(Collected data)
BEGIN

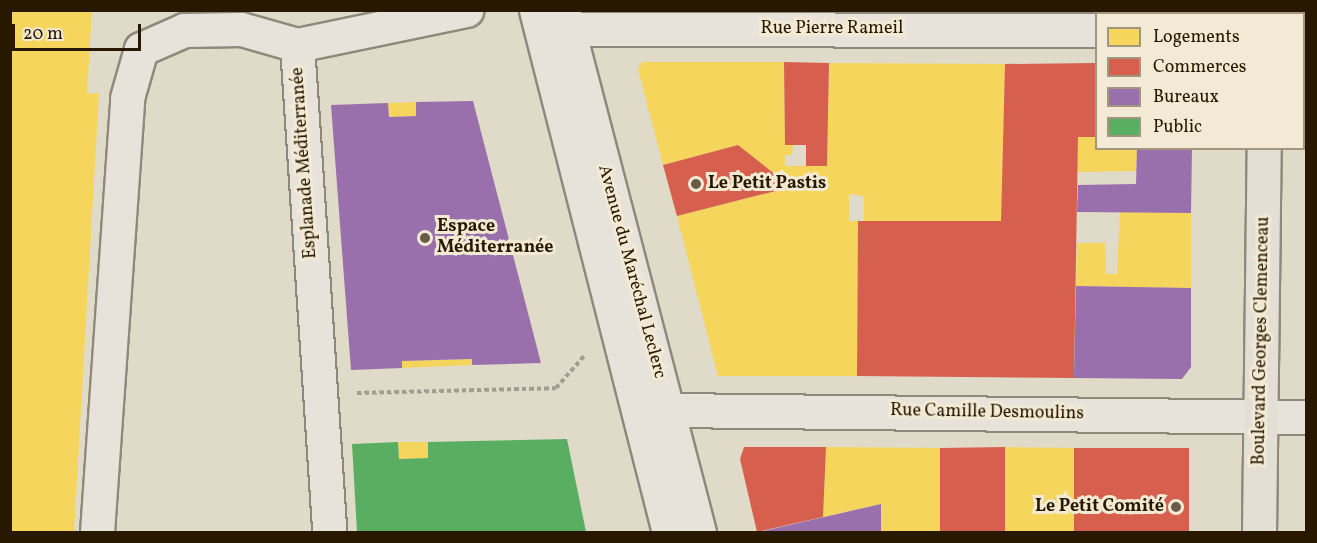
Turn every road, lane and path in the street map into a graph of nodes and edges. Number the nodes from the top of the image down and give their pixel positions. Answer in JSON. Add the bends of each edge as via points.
{"nodes":[{"id":1,"x":466,"y":10,"type":"edge"},
{"id":2,"x":552,"y":21,"type":"edge"},
{"id":3,"x":1095,"y":30,"type":"edge"},
{"id":4,"x":297,"y":45,"type":"junction"},
{"id":5,"x":1264,"y":150,"type":"edge"},
{"id":6,"x":620,"y":335,"type":"junction"},
{"id":7,"x":321,"y":393,"type":"junction"},
{"id":8,"x":654,"y":411,"type":"junction"},
{"id":9,"x":1261,"y":417,"type":"junction"},
{"id":10,"x":1306,"y":417,"type":"edge"},
{"id":11,"x":97,"y":532,"type":"edge"},
{"id":12,"x":329,"y":532,"type":"edge"},
{"id":13,"x":669,"y":532,"type":"edge"},
{"id":14,"x":699,"y":532,"type":"edge"},
{"id":15,"x":1259,"y":532,"type":"edge"}],
"edges":[{"from":1,"to":4,"type":"street"},
{"from":2,"to":3,"type":"street","name":"Rue Pierre Rameil"},
{"from":2,"to":6,"type":"street","name":"Avenue du Maréchal Leclerc"},
{"from":2,"to":8,"type":"street","name":"Avenue du Maréchal Leclerc"},
{"from":4,"to":7,"type":"street","name":"Esplanade Méditerranée"},
{"from":4,"to":11,"type":"street","name":"Esplanade Méditerranée","via":[[241,29],[184,30],[141,50],[127,98]]},
{"from":5,"to":9,"type":"main road","name":"Boulevard Georges Clemenceau"},
{"from":6,"to":7,"type":"path","via":[[596,343],[556,388]]},
{"from":6,"to":8,"type":"street","name":"Avenue du Maréchal Leclerc"},
{"from":7,"to":12,"type":"street","name":"Esplanade Méditerranée"},
{"from":8,"to":9,"type":"street","name":"Rue Camille Desmoulins"},
{"from":8,"to":13,"type":"street","name":"Avenue du Maréchal Leclerc"},
{"from":8,"to":14,"type":"street","name":"Avenue du Maréchal Leclerc"},
{"from":9,"to":10,"type":"street","name":"Rue Camille Desmoulins"},
{"from":9,"to":15,"type":"main road","name":"Boulevard Georges Clemenceau"}]}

END

Report each line of the data in which "Desmoulins" occurs.

**ANSWER FOR THIS EXERCISE:**
{"from":8,"to":9,"type":"street","name":"Rue Camille Desmoulins"},
{"from":9,"to":10,"type":"street","name":"Rue Camille Desmoulins"},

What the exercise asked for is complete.